For the past few weeks, I've been thinking about – and avoiding writing about – an incident that happened 20 years ago. I was in New York for a few days, writing stories for this newspaper. One of the events I covered was a gala dinner honouring a famous writer.

I knew no one at the dinner, but circulated with a glass of wine, interviewing people here and there, including an American publishing executive. When I found myself sitting next to him at dinner, I was pleased; here was someone I'd at least spoken to.

I was pleased, I should say, until I felt his hand on my thigh, under the table, as the dinner began. I froze. Later, much later, when I read other women's accounts of being groped, I would notice this, an almost universal reaction. They froze too.

The man's wife was seated on his other side. He stared at the speaker, blandly, as if his hand were not in my lap, as if it were a creature with powers of its own. I had no idea what to do. I was young, and a stranger among the gowned and tuxedoed literary elite of New York. I wriggled sideways, hoping that this, subtly, would dislodge his hand. Instead, his hand followed me, a thing from a horror movie, until it was actually in my crotch.

Finally, I unfroze and reached under the table and shoved his hand off. He didn't flinch. He also didn't speak to me again for the rest of the night. I sat through the whole dinner, miserable and humiliated, and went back to my hotel room to file my story.

I reread that story recently; of course I didn't mention the groping. I'm sure that the man was counting on my silence; how many other young women had he placed in that position? I had a reporter's notebook next to me at the dinner, as well as a tape recorder, and it still meant nothing. He knew I would be too embarrassed to say anything. He would have this power over me, and it was the power that gave him a thrill.

For 20 years I relinquished control and put that night in a drawer with all the other incidents of groping, fondling and chasing that happened when I was a young woman (every woman I know has similar stories). It wasn't all that serious, I told myself. It was too humiliating to write about.
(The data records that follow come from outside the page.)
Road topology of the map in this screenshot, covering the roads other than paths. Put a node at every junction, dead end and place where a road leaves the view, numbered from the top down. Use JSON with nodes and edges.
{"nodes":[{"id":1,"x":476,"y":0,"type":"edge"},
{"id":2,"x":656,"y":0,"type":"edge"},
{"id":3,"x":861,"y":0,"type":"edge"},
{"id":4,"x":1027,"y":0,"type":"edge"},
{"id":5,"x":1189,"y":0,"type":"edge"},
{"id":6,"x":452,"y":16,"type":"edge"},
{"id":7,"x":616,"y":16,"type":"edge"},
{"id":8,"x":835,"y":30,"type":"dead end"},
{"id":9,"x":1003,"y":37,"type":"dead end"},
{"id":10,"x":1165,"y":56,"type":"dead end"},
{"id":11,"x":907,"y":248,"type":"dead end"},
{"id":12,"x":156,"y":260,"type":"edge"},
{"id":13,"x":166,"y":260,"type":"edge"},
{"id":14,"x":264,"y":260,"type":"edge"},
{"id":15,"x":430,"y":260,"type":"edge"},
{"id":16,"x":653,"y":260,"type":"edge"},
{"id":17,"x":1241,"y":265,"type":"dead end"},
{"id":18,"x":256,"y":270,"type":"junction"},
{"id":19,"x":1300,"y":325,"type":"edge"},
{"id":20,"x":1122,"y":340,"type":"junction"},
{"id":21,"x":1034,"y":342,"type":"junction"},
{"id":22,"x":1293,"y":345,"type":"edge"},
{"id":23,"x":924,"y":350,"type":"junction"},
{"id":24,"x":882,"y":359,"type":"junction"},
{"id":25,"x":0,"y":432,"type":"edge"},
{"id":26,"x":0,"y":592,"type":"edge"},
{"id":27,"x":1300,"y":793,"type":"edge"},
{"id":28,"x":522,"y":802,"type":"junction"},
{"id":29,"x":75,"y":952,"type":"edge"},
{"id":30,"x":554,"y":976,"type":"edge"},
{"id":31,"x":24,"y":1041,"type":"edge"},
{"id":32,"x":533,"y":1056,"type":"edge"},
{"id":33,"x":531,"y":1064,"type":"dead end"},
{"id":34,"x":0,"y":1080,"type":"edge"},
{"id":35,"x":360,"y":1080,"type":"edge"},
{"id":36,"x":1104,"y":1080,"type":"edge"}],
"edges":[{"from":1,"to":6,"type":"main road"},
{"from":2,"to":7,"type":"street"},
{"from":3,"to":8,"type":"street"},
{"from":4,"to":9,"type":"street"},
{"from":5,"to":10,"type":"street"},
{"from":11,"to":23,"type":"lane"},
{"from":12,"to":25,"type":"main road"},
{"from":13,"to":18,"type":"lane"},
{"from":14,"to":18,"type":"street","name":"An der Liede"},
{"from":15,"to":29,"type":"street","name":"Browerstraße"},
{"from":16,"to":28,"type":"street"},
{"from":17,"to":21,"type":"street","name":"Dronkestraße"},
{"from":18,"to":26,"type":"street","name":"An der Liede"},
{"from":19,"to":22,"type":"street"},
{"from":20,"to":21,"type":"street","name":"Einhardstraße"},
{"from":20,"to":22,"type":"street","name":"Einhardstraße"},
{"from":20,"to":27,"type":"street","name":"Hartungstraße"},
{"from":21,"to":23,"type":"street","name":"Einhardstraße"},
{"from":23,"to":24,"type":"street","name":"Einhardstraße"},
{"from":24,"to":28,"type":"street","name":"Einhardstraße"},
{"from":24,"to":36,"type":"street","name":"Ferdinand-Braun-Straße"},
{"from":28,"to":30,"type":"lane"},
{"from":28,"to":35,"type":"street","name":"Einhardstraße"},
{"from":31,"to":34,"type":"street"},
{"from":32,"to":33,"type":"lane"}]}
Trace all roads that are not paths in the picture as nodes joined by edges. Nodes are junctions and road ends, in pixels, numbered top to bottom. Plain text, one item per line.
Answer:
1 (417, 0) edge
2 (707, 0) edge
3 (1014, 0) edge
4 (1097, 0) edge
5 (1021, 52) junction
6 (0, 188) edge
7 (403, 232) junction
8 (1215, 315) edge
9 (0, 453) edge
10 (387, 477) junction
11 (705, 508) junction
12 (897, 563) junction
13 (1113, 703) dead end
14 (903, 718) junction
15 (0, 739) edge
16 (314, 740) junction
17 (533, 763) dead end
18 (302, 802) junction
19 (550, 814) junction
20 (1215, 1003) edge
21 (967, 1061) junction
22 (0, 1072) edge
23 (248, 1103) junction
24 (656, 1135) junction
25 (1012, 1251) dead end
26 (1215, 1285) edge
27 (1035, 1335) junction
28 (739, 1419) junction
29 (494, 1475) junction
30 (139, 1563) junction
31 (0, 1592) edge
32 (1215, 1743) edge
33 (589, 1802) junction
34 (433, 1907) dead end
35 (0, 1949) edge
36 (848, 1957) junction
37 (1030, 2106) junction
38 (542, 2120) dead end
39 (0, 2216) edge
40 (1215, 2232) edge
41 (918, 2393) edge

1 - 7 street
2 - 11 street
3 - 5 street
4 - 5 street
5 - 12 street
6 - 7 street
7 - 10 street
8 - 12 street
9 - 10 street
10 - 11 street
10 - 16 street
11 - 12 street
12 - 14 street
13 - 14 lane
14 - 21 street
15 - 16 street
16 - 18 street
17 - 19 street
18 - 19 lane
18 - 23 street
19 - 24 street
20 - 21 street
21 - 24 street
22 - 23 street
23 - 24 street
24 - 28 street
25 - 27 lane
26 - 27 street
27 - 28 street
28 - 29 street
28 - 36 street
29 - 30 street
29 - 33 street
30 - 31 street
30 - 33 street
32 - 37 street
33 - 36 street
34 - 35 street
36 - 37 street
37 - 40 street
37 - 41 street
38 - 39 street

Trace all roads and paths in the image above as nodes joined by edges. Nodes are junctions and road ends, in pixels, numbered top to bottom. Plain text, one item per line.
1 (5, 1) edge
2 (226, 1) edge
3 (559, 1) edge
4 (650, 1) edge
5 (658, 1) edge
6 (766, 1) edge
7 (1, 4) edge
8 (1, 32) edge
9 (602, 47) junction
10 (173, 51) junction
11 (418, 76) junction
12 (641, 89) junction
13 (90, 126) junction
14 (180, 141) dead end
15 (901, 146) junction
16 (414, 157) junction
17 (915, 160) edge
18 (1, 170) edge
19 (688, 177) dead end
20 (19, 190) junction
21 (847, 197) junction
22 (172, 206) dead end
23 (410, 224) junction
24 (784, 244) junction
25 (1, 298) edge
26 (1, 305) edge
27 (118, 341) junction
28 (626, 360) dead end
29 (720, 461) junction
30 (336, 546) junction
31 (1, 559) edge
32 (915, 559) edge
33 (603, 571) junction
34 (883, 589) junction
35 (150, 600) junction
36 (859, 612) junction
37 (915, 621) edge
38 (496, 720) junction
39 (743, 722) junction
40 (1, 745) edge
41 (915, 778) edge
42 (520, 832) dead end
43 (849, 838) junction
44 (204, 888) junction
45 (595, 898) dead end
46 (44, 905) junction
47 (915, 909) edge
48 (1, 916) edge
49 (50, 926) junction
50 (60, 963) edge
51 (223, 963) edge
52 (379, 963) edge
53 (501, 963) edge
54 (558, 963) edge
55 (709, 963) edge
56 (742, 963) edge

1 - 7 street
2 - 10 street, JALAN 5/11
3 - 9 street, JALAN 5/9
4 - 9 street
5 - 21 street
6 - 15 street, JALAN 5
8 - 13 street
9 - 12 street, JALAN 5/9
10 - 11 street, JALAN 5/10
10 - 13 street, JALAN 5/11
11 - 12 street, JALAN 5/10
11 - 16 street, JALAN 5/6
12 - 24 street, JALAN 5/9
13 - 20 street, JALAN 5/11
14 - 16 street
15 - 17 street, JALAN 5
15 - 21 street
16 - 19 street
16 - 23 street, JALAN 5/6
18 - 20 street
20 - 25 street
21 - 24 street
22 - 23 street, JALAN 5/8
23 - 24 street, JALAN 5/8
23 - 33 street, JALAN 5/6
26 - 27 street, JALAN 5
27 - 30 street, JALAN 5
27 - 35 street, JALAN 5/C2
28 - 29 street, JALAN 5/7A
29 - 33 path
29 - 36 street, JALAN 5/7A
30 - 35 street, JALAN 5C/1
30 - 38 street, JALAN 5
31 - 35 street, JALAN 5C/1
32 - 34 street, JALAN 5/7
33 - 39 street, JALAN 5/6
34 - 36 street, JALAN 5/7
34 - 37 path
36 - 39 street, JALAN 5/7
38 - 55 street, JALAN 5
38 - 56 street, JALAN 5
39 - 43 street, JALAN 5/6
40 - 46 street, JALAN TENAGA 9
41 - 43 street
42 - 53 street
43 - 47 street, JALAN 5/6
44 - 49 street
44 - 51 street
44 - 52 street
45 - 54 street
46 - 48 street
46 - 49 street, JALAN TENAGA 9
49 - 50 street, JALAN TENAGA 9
As a feminist to the core, I knew I was not to blame, and yet I felt that my inaction made me blame-worthy. I was hardly the hero of the story. Rosalind Russell would have smacked that guy in the chops. Silence was much easier. But in these last few weeks, I realized I could hardly ask other women to tell me their stories of harassment and not have the nerve to share my own.

If those of us with a platform like a newspaper column don't use it, how can we expect women with no power and no platform to come forward? As Jane Mayer wrote in The New Yorker this week: "Sexual harassment is about power, not sex, and it has taken women of extraordinary power to overcome the disadvantage that most accusers face." She was writing about why the harassment allegations against Harvey Weinstein were believed, while those against Donald Trump and Supreme Court Justice Clarence Thomas were not. One of the reasons, she decides, is that Mr. Weinstein's celebrity accusers come from a place of power themselves, thanks to fame and (relative) wealth; this status makes them believable.

What happens to women who don't feel equipped to come forward, or whose credibility is judged insufficiently sterling? That's the worry of Anita Hill, who famously told the world of Mr. Thomas's harassment and was dismissed in the right-wing press as "a little bit nutty and a little bit slutty." Prof. Hill, who now teaches law, tells Ms. Mayer she worries that the outpouring of harassment stories "won't translate to everyday women, or even those in high-profile careers in places like Silicon Valley."

While I do think the tide is turning, I share Prof. Hill's worry, especially for women who lack job security or institutional clout (and are therefore the likeliest targets for powerful predators). An Abacus Data survey this week revealed that 53 per cent of Canadian women had felt "unwanted sexual pressure" in the workplace; this is not surprising. What is also not surprising, though perhaps even more depressing, is that more than three-quarters of the women in the survey felt that harassers would face no repercussions.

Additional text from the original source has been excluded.